Mother rings the bell and we descend upon the dining room like a pack of animals. Mindless and driven by instinct, we careen through corridors from disparate ends of the house, barrelling through the door and throwing ourselves at the food before us. Barely coming up for air, no thought to what is present on the table before us. It has always been this way. Shirley, as always, is the first to finish. She retreats to her room leaving no trace she was ever there at all. My other sisters and I fall away from the table one by one. Bellies engorged, lips glossy with saliva, appetites sated. We lay silently within in each other’s company as our food digests, each morsel appreciated, cherished, drifting slowly through our thankful bodies.

Mother has always provided for us. One day we will have to fend for ourselves and each day she endeavours to impart small fragments of her knowledge upon us so that we may thrive in her absence. I won’t be here forever she tells us. Winona often speaks of life after Mother. Wistful fantasies of independence away from the rest of us. She speaks of places she has read about in books, wasting away afternoons spinning the globe in the library and dreaming of mountains and of the sea. Bea and I on the other hand are content with our lot. Everything we could ever need is right here. The manor house, crumbling and lost to time, has been our home since we were born. We don’t know how Mother found it, or who would leave such a grand nest empty, but its solid walls keep us safe from the howling winds outside. Though one wing was burned down before Mother’s arrival, charred black and inhospitable, we have all we’ll ever need. Its library and games room keep us entertained, and the rooms are many enough that we might explore our whole lives and still make new discoveries. Just yesterday Bea came bounding into my bedroom declaring proudly that she had found a discrepancy in the wallpaper of one of the rooms of the east wing.

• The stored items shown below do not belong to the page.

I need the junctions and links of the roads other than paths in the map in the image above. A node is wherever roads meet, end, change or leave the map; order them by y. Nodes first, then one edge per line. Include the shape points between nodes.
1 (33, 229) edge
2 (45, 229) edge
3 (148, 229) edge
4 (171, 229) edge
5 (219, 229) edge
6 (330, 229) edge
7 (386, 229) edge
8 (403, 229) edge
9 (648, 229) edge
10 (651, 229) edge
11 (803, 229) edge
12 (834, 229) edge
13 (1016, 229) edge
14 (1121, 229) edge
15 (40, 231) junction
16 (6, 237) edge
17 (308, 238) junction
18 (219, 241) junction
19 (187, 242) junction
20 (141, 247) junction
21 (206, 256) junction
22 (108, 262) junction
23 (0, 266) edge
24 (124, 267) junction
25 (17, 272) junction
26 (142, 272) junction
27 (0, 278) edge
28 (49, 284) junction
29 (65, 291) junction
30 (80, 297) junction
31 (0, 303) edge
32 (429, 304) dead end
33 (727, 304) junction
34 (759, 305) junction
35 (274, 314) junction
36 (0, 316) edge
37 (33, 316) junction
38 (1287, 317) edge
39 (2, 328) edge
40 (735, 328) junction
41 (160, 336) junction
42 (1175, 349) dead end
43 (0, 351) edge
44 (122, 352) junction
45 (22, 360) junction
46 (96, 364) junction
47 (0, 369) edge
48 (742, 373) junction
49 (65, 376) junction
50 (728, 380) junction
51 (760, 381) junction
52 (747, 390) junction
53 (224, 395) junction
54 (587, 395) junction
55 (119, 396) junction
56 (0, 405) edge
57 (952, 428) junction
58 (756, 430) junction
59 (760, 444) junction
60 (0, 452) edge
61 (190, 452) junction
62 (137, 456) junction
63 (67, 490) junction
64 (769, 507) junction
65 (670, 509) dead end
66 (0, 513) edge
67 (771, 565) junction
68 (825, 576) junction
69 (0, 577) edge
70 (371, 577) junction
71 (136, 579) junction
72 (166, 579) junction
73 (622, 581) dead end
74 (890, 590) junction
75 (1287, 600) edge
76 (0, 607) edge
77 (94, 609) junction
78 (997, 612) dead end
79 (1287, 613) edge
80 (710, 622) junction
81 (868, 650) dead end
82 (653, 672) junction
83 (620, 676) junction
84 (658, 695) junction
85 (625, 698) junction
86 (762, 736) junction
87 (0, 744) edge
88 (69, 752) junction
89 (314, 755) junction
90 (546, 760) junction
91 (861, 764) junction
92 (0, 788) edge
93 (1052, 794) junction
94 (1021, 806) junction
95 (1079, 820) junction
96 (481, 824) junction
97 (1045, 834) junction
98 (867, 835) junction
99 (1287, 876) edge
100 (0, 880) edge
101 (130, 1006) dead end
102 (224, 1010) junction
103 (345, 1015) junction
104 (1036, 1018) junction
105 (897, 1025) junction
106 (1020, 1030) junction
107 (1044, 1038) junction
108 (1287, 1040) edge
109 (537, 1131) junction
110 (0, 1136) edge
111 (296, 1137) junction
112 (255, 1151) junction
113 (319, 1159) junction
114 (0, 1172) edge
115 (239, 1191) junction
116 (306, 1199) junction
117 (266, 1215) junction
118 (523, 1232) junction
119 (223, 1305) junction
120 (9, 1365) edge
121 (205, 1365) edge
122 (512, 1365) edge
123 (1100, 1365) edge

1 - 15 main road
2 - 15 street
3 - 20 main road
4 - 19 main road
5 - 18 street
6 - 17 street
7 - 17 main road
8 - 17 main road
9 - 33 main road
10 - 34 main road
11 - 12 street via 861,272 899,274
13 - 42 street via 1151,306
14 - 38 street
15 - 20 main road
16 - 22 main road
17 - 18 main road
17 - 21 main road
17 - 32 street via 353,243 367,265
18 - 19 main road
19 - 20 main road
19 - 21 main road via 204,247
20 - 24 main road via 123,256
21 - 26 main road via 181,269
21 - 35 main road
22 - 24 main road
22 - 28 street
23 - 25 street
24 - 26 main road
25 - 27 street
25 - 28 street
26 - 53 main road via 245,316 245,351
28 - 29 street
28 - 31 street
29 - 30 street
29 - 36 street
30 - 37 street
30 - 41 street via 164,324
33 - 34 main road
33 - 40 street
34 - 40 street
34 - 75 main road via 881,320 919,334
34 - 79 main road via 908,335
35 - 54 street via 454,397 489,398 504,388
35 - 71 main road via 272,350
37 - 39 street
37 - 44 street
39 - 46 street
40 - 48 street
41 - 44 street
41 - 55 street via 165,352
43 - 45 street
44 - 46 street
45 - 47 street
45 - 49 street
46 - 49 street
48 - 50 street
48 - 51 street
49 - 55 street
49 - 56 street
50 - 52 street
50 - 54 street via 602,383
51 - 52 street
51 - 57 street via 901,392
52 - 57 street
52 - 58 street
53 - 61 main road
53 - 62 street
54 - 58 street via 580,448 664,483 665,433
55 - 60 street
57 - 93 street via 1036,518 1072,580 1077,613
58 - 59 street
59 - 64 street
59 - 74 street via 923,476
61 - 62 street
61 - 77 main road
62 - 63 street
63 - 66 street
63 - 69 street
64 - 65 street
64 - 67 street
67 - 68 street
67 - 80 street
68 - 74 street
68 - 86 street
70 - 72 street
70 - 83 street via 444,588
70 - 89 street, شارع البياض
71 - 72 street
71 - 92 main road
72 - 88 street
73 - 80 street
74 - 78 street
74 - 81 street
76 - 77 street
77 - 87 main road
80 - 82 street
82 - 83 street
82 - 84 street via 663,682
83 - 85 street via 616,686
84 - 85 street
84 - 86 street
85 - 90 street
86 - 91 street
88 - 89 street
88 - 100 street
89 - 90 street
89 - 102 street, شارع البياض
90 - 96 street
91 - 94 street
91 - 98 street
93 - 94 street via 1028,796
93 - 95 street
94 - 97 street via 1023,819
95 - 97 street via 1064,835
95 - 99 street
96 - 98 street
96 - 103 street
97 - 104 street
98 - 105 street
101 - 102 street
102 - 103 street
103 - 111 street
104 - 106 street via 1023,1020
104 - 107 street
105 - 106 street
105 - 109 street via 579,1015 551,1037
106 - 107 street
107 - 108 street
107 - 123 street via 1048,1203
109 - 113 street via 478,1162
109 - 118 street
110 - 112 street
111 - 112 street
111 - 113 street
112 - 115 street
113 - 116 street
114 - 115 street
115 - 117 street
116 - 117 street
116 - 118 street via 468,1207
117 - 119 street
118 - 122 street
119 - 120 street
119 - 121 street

“…and that’s the thing, Esther, the rest of the wallpaper goes bird, bird, flower, bird, bird, you know? But just there, in that one corner does it differ – bird, flower, flower, bird! Can you believe it! What other secrets might be hidden here!”

Often, after we have finished eating and are laying together on the cool, scratched wooden floor of the grand dining room, we try to imagine the dinner parties that must have been held in here. Opulent colours and grand feasts. Now the chairs are pushed to the corners of the room, no longer needed. Remnants of our past meals adorn the table and the floor. Rent flesh and bone tossed aside. We have no need to clean. The table wobbles as we loom over it. Backs hunched and mouths wide. This has been our nightly ritual all our lives. Mother does not eat with us, she provides to us and is happy with our leftovers, only entering the dining room once we are satisfied and have gone our separate ways to rest for the night.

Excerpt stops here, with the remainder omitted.